The book is concluded with the following epilogue: “In the end, attempts to understand the rainfall-runoff process have been unavoidably dominated by the need to simplify it. The concept and formulation of the CN method, embodying the subtractive and nonlinear nature of hydrology, has been insightful in that regard. As a conceptual and computational model, the CN method, and even the CN values themselves, has remained and will remain an icon to our understanding of hydrology.”

The book contains a large number of useful reference citations. In my opinion, this is a must read book for researchers and graduate students in hydrology. The book provides an interesting perspective of how hydrologic concepts are evolved. It also provides a cautionary note in how the use and misuse of hydrologic concepts and models can be institutionalized.

Tamim Younos
210 Cheatham Hall, Virginia Tech
Blacksburg, Virginia 24061-0444

The History of Snow Survey and Water Supply Forecasting: Interviews With U.S. Department of Agriculture Pioneers , D.Helms, S.E.Phillips, and P.F.Reich ( Editors ). U.S. Department of Agriculture, Natural Resources Conservation Service , Washington, D.C . 2008 . 306 pages .

This is an interesting and readable book that describes the first decades of field research design to quantify the relationships between winter snowcover and spring runoff in the western United States (U.S.).
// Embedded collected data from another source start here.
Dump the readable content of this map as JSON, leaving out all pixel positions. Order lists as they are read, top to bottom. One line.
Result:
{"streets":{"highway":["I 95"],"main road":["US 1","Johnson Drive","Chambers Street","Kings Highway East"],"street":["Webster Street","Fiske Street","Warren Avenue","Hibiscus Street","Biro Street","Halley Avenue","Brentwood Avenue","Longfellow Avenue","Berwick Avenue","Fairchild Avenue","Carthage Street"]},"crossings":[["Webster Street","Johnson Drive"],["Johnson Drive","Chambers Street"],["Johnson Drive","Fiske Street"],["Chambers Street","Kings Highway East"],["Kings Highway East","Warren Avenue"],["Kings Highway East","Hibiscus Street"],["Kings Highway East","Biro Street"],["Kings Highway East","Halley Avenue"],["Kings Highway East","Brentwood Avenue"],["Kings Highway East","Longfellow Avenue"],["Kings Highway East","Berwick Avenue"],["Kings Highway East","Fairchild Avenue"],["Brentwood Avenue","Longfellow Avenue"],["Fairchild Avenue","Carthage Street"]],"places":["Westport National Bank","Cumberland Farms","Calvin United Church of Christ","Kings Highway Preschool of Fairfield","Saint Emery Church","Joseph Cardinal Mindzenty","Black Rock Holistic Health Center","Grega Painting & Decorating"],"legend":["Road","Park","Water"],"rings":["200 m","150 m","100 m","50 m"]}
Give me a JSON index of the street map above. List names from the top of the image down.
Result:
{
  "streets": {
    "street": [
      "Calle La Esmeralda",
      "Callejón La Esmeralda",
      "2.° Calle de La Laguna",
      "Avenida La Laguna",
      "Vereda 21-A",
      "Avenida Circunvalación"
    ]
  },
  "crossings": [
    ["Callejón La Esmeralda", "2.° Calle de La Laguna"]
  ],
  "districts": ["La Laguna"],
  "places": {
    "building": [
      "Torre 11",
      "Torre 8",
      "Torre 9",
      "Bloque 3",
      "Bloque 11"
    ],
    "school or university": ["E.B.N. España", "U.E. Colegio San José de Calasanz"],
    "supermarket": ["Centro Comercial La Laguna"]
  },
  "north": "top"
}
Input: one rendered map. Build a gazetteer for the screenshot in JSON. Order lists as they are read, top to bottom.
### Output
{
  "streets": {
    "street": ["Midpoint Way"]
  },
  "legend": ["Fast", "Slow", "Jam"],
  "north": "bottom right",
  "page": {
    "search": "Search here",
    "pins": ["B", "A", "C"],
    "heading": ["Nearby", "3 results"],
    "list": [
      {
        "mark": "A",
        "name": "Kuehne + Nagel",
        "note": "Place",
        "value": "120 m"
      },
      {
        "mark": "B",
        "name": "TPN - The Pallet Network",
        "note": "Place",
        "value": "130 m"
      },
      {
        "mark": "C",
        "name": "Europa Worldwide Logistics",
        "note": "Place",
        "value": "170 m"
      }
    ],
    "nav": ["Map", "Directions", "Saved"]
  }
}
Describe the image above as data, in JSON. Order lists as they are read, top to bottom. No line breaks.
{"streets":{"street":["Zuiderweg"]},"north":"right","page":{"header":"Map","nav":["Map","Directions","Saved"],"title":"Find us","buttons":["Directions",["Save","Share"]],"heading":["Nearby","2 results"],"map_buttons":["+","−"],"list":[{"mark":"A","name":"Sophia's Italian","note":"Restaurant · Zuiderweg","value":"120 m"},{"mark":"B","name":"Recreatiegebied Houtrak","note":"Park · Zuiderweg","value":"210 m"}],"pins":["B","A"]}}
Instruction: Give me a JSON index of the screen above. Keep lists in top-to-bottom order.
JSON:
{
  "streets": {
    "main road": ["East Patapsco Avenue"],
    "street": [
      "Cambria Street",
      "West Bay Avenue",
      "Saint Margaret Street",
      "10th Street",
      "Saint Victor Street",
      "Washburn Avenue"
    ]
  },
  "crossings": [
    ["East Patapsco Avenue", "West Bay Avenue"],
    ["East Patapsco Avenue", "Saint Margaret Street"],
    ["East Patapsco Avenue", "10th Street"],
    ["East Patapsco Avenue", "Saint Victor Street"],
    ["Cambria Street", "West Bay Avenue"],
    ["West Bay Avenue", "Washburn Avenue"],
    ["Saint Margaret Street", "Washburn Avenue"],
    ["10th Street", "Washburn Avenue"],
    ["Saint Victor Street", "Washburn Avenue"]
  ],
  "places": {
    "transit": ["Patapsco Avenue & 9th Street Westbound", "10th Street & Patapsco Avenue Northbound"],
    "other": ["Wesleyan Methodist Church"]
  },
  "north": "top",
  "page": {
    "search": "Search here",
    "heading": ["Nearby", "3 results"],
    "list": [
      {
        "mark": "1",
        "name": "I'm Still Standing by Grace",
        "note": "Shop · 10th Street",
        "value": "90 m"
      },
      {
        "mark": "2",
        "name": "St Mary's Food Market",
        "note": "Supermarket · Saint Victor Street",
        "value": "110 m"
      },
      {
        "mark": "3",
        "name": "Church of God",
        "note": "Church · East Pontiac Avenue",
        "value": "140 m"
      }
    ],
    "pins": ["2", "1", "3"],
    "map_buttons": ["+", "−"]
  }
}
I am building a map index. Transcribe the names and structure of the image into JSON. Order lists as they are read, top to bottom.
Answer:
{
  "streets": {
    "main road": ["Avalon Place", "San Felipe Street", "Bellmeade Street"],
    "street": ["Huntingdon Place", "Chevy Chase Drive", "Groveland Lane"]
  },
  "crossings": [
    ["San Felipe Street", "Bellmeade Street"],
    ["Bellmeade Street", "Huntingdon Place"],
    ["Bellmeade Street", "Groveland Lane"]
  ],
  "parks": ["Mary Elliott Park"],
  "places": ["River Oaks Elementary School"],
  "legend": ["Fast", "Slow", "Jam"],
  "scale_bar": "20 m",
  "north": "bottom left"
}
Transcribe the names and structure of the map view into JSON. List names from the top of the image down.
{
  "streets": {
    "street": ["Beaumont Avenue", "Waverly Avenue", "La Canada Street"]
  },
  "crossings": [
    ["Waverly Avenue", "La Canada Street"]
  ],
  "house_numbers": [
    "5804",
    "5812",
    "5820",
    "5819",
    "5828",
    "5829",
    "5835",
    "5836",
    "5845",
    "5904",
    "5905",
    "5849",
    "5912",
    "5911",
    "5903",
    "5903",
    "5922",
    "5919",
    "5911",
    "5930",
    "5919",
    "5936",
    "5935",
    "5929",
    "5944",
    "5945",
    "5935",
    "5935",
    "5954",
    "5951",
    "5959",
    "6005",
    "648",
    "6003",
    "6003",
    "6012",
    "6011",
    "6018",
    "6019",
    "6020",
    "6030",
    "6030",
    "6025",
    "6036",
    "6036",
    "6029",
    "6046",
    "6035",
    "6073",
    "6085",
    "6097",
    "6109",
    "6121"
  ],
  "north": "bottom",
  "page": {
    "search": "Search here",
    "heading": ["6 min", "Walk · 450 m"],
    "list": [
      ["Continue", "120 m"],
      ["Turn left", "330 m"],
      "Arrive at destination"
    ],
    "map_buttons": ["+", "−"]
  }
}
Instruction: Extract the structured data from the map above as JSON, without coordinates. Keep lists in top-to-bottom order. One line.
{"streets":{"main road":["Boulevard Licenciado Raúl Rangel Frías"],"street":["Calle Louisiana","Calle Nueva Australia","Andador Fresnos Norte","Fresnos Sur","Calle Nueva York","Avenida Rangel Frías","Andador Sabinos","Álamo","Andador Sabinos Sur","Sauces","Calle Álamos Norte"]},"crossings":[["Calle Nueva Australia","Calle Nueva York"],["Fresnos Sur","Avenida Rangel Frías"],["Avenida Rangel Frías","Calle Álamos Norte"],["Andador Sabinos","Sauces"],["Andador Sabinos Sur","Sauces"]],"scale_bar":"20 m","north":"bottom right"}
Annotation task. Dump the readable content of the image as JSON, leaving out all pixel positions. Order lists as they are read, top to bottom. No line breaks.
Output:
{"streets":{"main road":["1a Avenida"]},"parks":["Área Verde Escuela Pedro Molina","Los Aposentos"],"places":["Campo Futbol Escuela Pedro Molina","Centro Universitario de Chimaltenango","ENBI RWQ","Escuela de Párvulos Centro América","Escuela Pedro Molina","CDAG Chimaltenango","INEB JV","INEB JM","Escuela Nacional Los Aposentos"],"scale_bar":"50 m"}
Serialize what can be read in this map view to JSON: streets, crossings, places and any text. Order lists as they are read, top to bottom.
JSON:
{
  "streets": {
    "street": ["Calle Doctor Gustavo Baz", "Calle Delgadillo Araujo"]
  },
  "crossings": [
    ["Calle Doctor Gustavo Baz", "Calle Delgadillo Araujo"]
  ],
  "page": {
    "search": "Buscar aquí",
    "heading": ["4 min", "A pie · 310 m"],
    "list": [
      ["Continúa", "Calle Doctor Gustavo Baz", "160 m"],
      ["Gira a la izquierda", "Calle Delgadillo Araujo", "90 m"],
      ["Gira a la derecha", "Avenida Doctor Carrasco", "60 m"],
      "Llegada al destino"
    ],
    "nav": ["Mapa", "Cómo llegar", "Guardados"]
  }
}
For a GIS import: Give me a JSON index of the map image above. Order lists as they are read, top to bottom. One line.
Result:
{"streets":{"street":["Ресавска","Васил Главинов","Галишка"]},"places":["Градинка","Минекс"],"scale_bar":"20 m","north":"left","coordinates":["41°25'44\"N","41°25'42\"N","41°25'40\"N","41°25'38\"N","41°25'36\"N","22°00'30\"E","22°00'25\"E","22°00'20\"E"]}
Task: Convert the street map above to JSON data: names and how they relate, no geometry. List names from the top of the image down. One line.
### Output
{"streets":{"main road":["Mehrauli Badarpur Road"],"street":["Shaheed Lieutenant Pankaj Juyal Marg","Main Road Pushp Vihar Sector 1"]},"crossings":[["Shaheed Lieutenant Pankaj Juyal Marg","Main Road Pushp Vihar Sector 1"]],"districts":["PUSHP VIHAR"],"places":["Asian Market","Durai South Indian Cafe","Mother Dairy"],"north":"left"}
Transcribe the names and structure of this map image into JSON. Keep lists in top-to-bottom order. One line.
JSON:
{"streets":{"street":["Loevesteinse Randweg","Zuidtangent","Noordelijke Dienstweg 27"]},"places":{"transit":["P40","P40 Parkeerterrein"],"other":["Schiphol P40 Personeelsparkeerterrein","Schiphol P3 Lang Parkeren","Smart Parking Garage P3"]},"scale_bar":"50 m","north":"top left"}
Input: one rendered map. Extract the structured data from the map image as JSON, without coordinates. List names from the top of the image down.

More than 60 million people in the western U.S. rely on water from mountain river basins for their drinking, irrigation, and industrial needs, while more than one billion people globally depend on water from seasonally snow covered catchments. The quantity of water available from these snow-fed rivers, reservoirs, and aquifers varies with trends in precipitation and temperature as well as with changes in forest properties. Knowledge of how much water will be available each year is critical for urban and agricultural interests in the region both from a standpoint of what and how much to plant, how to manage reservoirs, and from when to warn of potential floods. The initial efforts at obtaining this knowledge, from the first snow surveys in the Lake Tahoe region to the beginning of the SNOTEL network, are detailed in this history. The book itself is organized around four parts that include a general introduction, geographical distribution of survey sites, several overview articles, and the interviews mentioned in the title.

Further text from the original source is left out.